Hal ini mengindikasikan apa yang mereka lakukan dianggap benar. Jika tradisi ini dibiarkan dan tidak ada tindakan nyata dari penegak hukum untuk melakukan penyelidikan terhadap pelengseran Gus Dur maka akan mencoreng wajah perpolitikan nasional karena merusak nilai-nilai suci profesi politisi. Mengapa?

Politik berasal dari kata dasar policy yang bermakna kebijakan. Sedangkan dalam kebijakan ada unsur kebijaksanaan. Jika para politisi (khususnya politis Nahdliyin) tidak ada yang mempersoalkan pelengseran Gus Dur yang menggunakan cara-cara haram maka cara-cara haram ini diposisikan sebagai cara yang bijak. Jika sudah demikian maka hancurlah negeri ini karena tidak ada politisi yang menggunakan hati nurani dan syariat agama hanya dijadikan jargon tanpa bisa dilaksanakan.

Politisi Nahdliyin Menggugat

Model pelengseran Gus Dur dari kursi Presiden hampir mirip dengan sifat politik keluarga Medici dalam buku Sang Penguasa karya Niccolo Machiavelli. Dalam ceritanya, keluarga Medici merupakan salah satu anggota kelompok aristokrat yang mencoba bermain di air keruh dengan memanfaatkan keresahan sosial untuk merebut tahta dari keluarga Guelphi. Cosimo de’ Medici dengan bekal pengetahuan sejenis psikologi massa dan setumpuk modal uang, berhasil memanaskan kesadaran rakyat kecil.

Begitu pula dengan cerita pelengseran Gus Dur, para pelengser Gus Dur itu bukan orang sembarangan, mereka mempunyai kemampuan untuk memanipulasi psikologi massa dengan cara membuat wacana-wacana Gus Dur tidak mampu memimpin, dan wacana itu cenderung mengandung unsur fitnah. Ditambah dengan kekuatan setumpuk uang mereka melakukan rencana makar (membeli dollar) dan fitnah. Hal ini dilakukan untuk merebut kursi kekuasaan dari kaum nadhliyin. Tidak senang kaum nahdliyin berkuasa maka harus dilengserkan.

Ada perbedaan mencolok dari cerita keluarga Medici dalam merebut kursi kekuasaan dengan HMI connection dalam merebut kekuasaan dari kaum nahdliyin yakni, dalam keluarga Medici memang memanipulasi keadaan namun untuk mempengaruhi suara dalam pemilu yang akan datang. Sedangkan HMI connection memanipulasi suara untuk menjatuhkan tanpa menunggu pemilu dilaksanakan.
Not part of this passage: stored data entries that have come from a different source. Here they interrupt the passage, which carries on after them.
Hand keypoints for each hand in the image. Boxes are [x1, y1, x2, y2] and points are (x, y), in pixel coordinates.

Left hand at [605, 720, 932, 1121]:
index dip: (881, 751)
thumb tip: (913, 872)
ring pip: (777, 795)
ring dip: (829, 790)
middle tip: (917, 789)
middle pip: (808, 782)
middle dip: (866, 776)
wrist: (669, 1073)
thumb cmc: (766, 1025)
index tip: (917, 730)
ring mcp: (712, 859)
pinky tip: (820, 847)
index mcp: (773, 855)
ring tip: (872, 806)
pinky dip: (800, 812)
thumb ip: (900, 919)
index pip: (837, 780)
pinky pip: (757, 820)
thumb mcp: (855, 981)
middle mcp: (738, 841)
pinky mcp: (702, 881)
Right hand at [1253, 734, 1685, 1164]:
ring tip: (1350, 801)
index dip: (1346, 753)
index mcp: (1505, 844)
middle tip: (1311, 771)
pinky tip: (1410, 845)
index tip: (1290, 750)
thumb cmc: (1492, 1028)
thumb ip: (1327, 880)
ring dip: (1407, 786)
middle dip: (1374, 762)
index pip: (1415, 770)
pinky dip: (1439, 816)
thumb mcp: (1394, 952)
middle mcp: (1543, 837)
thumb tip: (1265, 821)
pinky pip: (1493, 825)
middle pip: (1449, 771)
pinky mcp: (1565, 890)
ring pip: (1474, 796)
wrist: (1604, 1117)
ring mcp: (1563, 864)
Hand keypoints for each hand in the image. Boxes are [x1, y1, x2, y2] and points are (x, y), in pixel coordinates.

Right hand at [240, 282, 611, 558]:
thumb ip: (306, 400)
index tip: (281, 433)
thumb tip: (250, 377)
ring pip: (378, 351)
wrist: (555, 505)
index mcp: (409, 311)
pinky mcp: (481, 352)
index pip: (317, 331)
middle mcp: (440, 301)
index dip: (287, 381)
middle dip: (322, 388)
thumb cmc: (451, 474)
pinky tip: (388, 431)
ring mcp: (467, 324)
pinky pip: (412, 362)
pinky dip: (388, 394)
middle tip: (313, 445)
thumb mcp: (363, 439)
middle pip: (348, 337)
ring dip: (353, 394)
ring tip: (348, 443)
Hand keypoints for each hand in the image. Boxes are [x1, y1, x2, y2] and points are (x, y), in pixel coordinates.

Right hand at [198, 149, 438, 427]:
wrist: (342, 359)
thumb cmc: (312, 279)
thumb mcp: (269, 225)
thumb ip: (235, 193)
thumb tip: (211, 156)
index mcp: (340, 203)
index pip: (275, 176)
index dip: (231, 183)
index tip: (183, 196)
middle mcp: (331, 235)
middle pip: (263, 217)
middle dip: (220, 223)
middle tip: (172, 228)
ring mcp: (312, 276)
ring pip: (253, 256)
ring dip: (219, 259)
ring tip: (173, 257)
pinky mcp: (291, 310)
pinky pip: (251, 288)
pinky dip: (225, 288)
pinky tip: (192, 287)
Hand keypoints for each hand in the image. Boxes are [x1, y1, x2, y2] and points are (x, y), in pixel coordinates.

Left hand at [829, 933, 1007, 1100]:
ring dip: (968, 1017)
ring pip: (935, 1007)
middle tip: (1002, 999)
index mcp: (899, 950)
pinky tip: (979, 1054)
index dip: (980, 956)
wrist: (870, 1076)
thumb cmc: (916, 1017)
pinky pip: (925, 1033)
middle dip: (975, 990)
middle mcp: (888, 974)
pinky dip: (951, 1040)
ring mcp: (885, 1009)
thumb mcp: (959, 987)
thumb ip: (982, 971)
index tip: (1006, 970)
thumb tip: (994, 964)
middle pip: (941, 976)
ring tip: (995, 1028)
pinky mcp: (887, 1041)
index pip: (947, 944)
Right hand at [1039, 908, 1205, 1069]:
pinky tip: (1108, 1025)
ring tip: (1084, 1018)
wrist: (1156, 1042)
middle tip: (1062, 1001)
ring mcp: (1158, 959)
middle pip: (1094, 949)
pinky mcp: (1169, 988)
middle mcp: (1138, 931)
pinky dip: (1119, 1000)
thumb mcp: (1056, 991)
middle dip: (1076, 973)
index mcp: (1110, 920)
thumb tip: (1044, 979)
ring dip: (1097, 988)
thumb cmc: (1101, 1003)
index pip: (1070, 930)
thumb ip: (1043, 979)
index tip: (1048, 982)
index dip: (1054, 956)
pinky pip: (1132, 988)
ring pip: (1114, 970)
Model seperti ini merupakan model yang bisa dibilang sangat jahat karena menghalalkan segala cara.

Membaca bukunya Virdika seharusnya politisi nahdliyin melakukan gugatan kepada Negara karena Negara dianggap tidak mau melakukan tindakan atau melakukan permintaan maaf, sehingga Negara bisa dikatagorikan telah melakukan perbuatan melawan hukum. Politisi nahdliyin cukup mempunyai alasan untuk melakukan gugatan tersebut karena Gus Dur merupakan simbol kaum nahdliyin yang martabatnya direndahkan oleh orang-orang diluar nahdliyin, sehingga politisi nahdliyin merasa dirugikan dengan tindakan para pelengser Gus Dur.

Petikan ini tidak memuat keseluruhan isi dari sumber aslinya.